Facebook has a different approach with separate career paths for individual contributors and people leaders. These career paths are independent and parallel in every way (seniority, respect, compensation, etc). This allows passionate hands-on engineers to remain hands-on, never abandoning the work that they love to do while enjoying continued role and compensation growth. Facebook also supports people who want to switch between hands-on and people leadership roles during their career here as well.
Working for Facebook affords great hands-on engineers a respected and rewarded career path building innovative solutions to hard problems. People who may have regretted their move into management roles in Wall Street tech can return to their roots and join Facebook as senior hands-on engineers.
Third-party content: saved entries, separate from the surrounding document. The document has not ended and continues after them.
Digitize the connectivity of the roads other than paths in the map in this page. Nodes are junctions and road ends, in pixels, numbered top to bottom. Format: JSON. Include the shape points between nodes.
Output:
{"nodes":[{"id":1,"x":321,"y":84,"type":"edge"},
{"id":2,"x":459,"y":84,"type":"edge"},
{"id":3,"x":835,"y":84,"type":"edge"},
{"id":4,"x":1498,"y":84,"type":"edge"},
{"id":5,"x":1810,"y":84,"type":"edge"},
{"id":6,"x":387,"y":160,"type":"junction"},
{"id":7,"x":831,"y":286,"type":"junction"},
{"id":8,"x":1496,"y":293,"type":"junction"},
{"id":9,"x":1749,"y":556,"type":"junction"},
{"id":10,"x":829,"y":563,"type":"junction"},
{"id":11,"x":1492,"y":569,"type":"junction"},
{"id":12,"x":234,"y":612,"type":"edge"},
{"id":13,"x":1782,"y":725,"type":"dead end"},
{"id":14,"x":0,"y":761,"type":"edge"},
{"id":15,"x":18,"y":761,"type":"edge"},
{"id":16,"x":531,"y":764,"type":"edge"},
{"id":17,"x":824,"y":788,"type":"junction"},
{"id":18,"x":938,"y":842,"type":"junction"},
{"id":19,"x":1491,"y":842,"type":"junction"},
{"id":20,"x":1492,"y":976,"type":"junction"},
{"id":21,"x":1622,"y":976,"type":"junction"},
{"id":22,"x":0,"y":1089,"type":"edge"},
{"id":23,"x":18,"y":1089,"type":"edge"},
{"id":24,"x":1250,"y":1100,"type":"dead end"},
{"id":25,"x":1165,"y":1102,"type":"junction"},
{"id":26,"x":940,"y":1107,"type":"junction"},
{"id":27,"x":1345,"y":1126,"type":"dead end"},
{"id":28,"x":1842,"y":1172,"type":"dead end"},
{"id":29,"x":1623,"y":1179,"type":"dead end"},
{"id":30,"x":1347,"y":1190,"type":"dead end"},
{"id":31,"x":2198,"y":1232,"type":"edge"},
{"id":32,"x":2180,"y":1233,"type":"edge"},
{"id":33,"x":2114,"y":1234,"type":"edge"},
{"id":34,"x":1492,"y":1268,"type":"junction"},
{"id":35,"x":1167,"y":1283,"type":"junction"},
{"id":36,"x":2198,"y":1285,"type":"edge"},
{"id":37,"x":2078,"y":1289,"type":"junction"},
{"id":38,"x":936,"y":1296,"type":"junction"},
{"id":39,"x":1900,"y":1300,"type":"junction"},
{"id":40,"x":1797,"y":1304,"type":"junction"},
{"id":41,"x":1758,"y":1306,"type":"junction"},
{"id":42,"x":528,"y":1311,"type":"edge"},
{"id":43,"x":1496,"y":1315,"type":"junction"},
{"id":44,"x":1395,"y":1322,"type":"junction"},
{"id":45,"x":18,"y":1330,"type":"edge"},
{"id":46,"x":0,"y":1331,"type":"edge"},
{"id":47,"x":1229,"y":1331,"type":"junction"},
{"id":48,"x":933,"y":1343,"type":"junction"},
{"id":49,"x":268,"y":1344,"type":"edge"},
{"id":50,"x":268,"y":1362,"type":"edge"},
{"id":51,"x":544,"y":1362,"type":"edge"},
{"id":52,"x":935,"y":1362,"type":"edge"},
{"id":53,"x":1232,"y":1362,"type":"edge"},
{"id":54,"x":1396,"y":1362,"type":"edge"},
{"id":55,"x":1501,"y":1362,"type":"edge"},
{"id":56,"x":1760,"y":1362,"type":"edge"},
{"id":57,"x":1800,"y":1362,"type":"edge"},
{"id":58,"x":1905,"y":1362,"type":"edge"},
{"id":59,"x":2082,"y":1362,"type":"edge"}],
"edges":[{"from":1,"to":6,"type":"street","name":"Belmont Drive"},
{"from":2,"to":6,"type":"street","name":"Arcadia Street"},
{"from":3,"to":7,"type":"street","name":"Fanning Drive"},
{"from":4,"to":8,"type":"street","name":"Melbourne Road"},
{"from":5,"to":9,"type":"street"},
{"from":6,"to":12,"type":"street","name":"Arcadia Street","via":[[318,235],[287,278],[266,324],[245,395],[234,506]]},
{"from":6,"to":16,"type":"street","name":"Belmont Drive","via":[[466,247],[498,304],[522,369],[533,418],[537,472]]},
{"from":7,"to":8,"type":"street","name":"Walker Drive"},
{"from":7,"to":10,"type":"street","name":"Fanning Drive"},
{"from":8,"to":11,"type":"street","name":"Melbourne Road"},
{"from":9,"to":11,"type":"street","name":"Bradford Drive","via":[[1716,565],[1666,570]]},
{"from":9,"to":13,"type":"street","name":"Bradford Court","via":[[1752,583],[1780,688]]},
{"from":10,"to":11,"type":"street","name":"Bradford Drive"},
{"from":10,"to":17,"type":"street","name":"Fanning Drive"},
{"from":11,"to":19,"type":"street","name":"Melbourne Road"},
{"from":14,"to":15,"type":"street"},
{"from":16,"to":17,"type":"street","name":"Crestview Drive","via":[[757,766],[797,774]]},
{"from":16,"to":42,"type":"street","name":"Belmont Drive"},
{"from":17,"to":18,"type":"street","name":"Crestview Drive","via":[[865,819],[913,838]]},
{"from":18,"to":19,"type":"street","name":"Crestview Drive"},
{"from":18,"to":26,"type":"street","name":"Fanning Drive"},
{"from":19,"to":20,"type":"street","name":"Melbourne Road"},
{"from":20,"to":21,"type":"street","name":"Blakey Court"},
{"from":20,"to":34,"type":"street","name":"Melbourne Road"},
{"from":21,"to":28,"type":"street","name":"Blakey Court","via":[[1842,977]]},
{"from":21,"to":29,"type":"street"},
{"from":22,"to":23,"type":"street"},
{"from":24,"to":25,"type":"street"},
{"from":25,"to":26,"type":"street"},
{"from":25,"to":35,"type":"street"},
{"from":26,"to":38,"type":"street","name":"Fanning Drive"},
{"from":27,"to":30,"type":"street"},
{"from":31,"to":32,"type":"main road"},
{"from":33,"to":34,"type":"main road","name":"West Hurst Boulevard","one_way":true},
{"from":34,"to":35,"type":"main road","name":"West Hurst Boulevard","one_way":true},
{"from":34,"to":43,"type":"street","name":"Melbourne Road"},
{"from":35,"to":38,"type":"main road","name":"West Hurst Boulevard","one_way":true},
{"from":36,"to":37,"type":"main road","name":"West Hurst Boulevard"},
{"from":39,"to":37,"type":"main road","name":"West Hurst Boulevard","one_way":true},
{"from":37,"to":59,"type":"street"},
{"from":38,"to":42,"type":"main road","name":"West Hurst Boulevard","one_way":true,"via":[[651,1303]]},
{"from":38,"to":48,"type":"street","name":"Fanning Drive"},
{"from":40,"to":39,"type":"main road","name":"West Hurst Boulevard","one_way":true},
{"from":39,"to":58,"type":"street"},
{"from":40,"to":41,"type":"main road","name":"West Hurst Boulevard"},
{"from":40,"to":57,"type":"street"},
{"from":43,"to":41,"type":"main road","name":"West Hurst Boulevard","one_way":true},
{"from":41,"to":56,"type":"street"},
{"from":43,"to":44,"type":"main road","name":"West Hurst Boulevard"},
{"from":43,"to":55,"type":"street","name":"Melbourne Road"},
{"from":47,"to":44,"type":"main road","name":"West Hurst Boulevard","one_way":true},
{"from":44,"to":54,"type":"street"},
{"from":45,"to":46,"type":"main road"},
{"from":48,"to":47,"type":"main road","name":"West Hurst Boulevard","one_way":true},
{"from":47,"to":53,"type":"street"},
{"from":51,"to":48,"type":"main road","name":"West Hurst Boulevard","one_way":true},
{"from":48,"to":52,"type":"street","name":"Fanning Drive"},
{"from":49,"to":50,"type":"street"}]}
Engineering Company = Engineering Culture
In Wall Street, Finance is the business, and technology is merely a mechanism that exists to facilitate that business. Technology is seen as a cost center, and when it is necessary to cut costs, which is a common occurrence over the last 10 years, technology budgets are especially at-risk. Technologists have no realistic shot at becoming the next CEO of their company.
At Facebook, technology IS our business. It is the core of who we are and what we do. Our CEO and senior leaders are technologists who respect engineering work and speak our language. We are an “engineering first” culture.
What I’m Doing
Today, I am an engineering leader at Facebook supporting the org that uses advanced Machine Learning and AI techniques to solve challenges related to News content on Facebook. Distinguishing high quality news from among billions of posts on Facebook spanning many languages, many topics and content types (text and video) is hard. Every day is a new challenge, and failure isn’t an option — because Facebook is the primary news source for 23% of people in the world and the exclusive news source for 11% of people in the world. Every day at Facebook I leverage the principles that I brought with me from years in Wall Street technology: innovation, stability/performance and leadership (to name a few).
Back to the Future
Facebook feels a lot like Wall Street technology in its heyday:
- We are in a strong financial position with solid and stable budgets and compensation
- We are free to experiment and innovate in order to deliver new and exciting products
- We hire the best and brightest
- We hire in locations where the best talent is available, not where the cheapest talent is available
Our engineering center in NYC has over 1,500 engineers in the East Village and is growing fast. Our engineers are working on Facebook and Instagram products in areas that include Machine Learning/AI, Mobile, Backend, Frontend, Data Engineering, Security Engineering, Infrastructure and more. There are plenty of former Wall Street folks here, and we want to add a lot more.